Between 2011 and 2017, he headed the Department for Combating Antisemitism and Holocaust Remembrance at the Ministry of Foreign Affairs. In this capacity, he led efforts for the adoption of the IHRA definition of antisemitism, which was later adopted by countries around the world and considered a significant Israeli achievement in combating antisemitism.

Between 2017 and 2020, he served as head of the Africa Division at the Ministry of Foreign Affairs.

Between 2020 and 2025, he served as Special Envoy for Climate Change and Sustainability at the Ministry of Foreign Affairs. In this role, he promoted climate innovation in the Middle East and around the world. He also lectured on the implications of climate change for international relations at IDC Herzliya.

In 2025, he was appointed resident ambassador to Kenya and non-resident ambassador to Malawi, Tanzania, Uganda, and Seychelles. Behar also serves as permanent representative to the United Nations Environment Programme and UN-Habitat, both headquartered in Nairobi.

=== Personal life ===
Behar is married and has four children. He lives in Modi'in.

Behar is an environmental activist in the non-governmental organization "Residents Influencing Modi'in", which works to protect nature and open spaces in Modi'in and prepare the city for the climate crisis. He serves as chairman of the organization.

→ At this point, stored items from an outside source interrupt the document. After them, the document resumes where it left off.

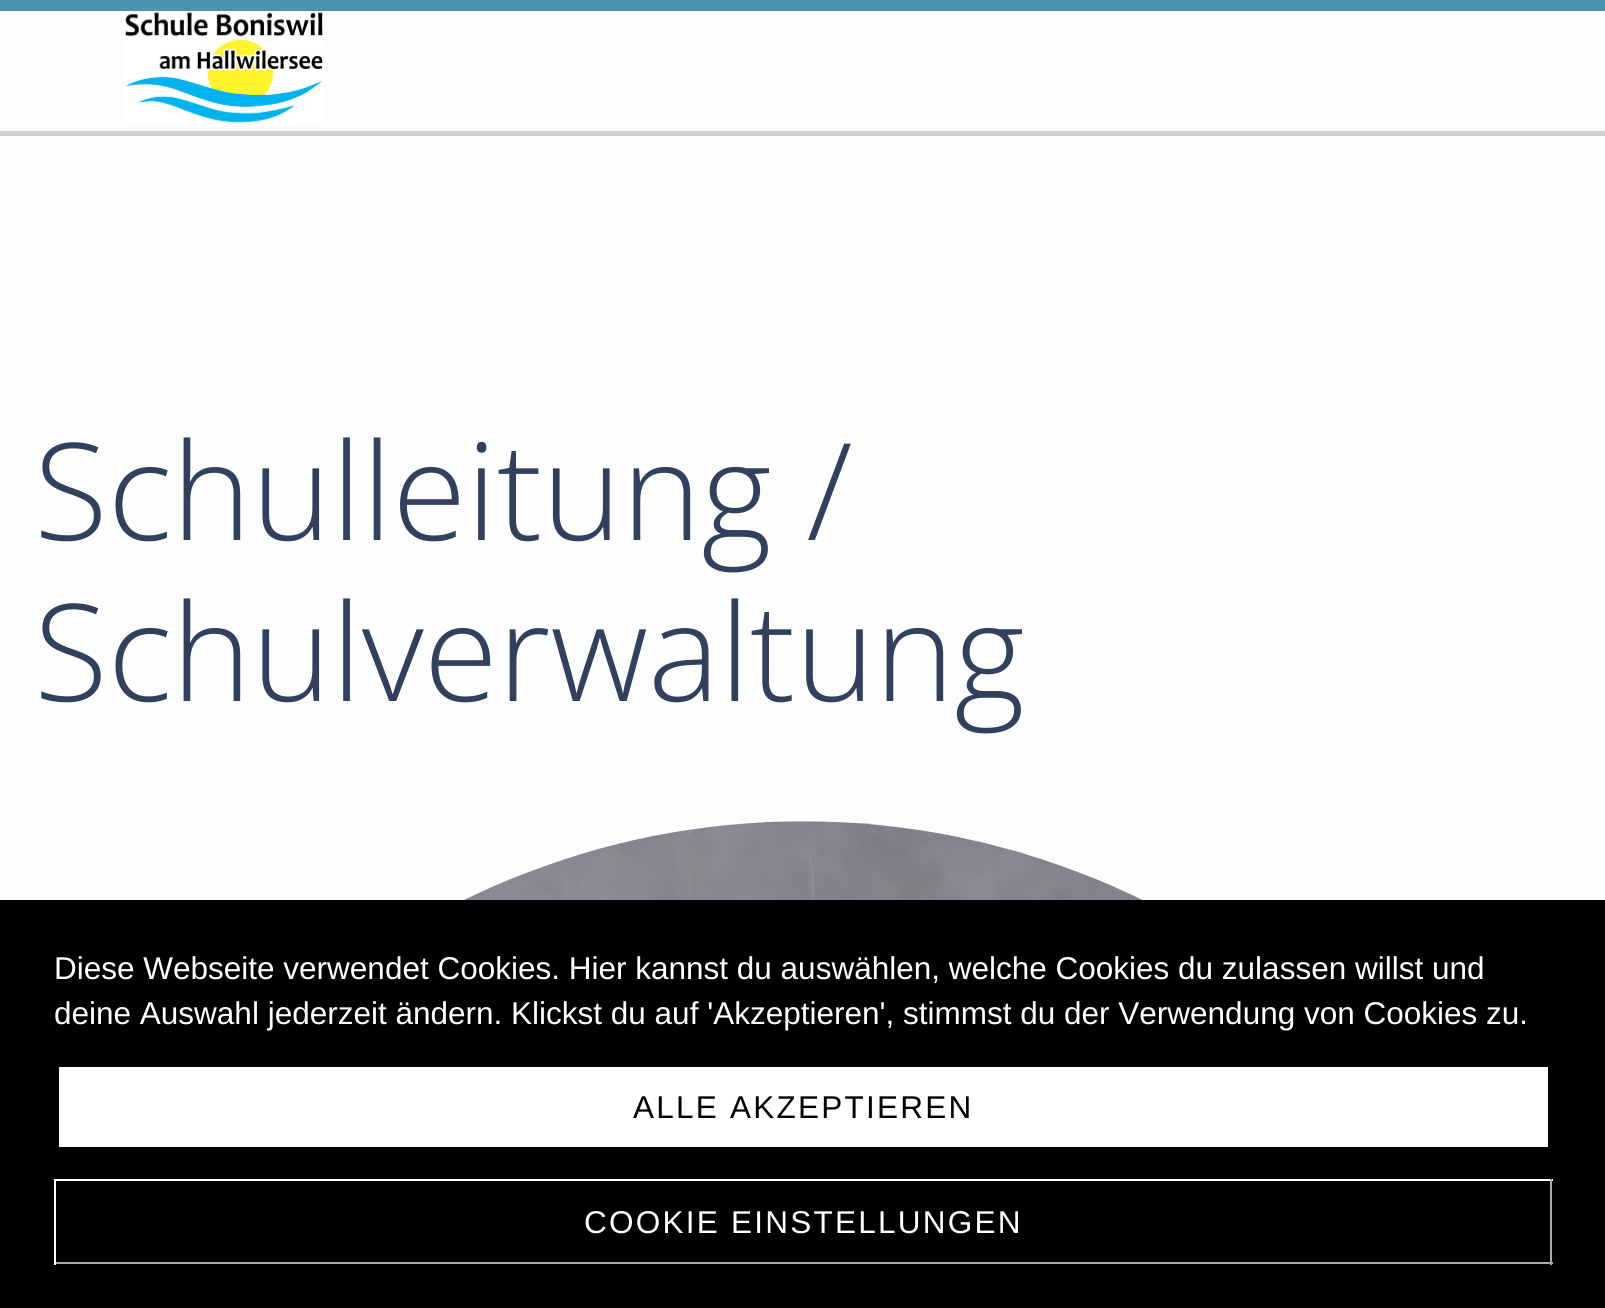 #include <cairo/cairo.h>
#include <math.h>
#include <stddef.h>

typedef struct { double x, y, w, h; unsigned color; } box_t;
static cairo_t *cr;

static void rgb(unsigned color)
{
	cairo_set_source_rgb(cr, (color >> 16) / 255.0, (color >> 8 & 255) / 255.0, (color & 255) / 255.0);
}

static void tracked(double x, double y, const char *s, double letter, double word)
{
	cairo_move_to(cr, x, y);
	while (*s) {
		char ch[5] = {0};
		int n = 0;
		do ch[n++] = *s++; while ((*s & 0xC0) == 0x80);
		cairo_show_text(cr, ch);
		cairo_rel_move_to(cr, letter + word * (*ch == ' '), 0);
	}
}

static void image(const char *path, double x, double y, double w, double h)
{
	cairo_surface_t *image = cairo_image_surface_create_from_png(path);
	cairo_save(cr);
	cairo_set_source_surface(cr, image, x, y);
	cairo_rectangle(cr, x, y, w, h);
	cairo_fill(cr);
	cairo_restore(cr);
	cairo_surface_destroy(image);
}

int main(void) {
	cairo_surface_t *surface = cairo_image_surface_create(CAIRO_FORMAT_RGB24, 1605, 1308);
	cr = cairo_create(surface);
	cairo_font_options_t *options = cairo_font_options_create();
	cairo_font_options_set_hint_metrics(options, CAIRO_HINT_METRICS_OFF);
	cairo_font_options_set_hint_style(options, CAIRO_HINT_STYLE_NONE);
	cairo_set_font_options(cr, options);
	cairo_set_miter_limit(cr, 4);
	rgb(0xfdfdfd);
	cairo_paint(cr);
	rgb(0x4d93ad);
	cairo_rectangle(cr, 0, 0, 1605, 11);
	cairo_fill(cr);
	rgb(0xd1d1cc);
	cairo_rectangle(cr, 0, 131, 1605, 5);
	cairo_fill(cr);
	image("img/1.png", 124, 12, 199, 112);
	image("img/2.png", 464, 821, 679, 79);
	{
		static const box_t items[] = {
			{0, 900, 1605, 408, 0x000000},
			{59, 1067, 1489, 80, 0xffffff},
			{54, 1179, 1499, 2, 0xffffff},
			{1550, 1179, 2, 86, 0xaaaaaa},
			{54, 1262, 1499, 2, 0xaaaaaa},
			{54, 1179, 2, 86, 0xffffff},
		};
		for (size_t i = 0; i < sizeof items / sizeof *items; i++) {
			rgb(items[i].color);
			cairo_rectangle(cr, items[i].x, items[i].y, items[i].w, items[i].h);
			cairo_fill(cr);
		}
	}
	cairo_select_font_face(cr, "Open Sans Light", CAIRO_FONT_SLANT_NORMAL, CAIRO_FONT_WEIGHT_NORMAL);
	cairo_set_font_size(cr, 135);
	rgb(0x31405d);
	cairo_move_to(cr, 34, 540);
	cairo_show_text(cr, "Schulleitung /");
	cairo_move_to(cr, 34, 701);
	cairo_show_text(cr, "Schulverwaltung");
	cairo_select_font_face(cr, "Liberation Sans", CAIRO_FONT_SLANT_NORMAL, CAIRO_FONT_WEIGHT_NORMAL);
	cairo_set_font_size(cr, 31.5);
	rgb(0xffffff);
	cairo_move_to(cr, 54, 979);
	cairo_show_text(cr, "Diese Webseite verwendet Cookies. Hier kannst du auswählen, welche Cookies du zulassen willst und");
	cairo_move_to(cr, 54, 1024);
	cairo_show_text(cr, "deine Auswahl jederzeit ändern. Klickst du auf 'Akzeptieren', stimmst du der Verwendung von Cookies zu.");
	rgb(0x000000);
	tracked(633, 1118, "ALLE AKZEPTIEREN", 2.25, 0);
	rgb(0xffffff);
	tracked(584, 1233, "COOKIE EINSTELLUNGEN", 2.25, 0);
	cairo_surface_write_to_png(surface, "page.png");
	cairo_font_options_destroy(options);
	cairo_destroy(cr);
	cairo_surface_destroy(surface);
	return 0;
}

Behar speaks seven languages: Hebrew, English, French, German, Dutch, Arabic, and Wolof (which he learned while serving as ambassador to Senegal). Upon assuming his post as ambassador to Kenya, he began studying Swahili.

== Honors ==
Senegalese President Abdoulaye Wade awarded him the decoration "Grand Officer of the National Order of the Lion" in recognition of his unique contribution to Senegal.

He received a special award from CONGAD, the umbrella organization of non-governmental organizations in Senegal, for his humanitarian activities in the country.

In 2015, he and his team received the "Outstanding Team of the Year" award from the Israeli Ministry of Foreign Affairs for organizing and managing the Global Forum for Combating Antisemitism.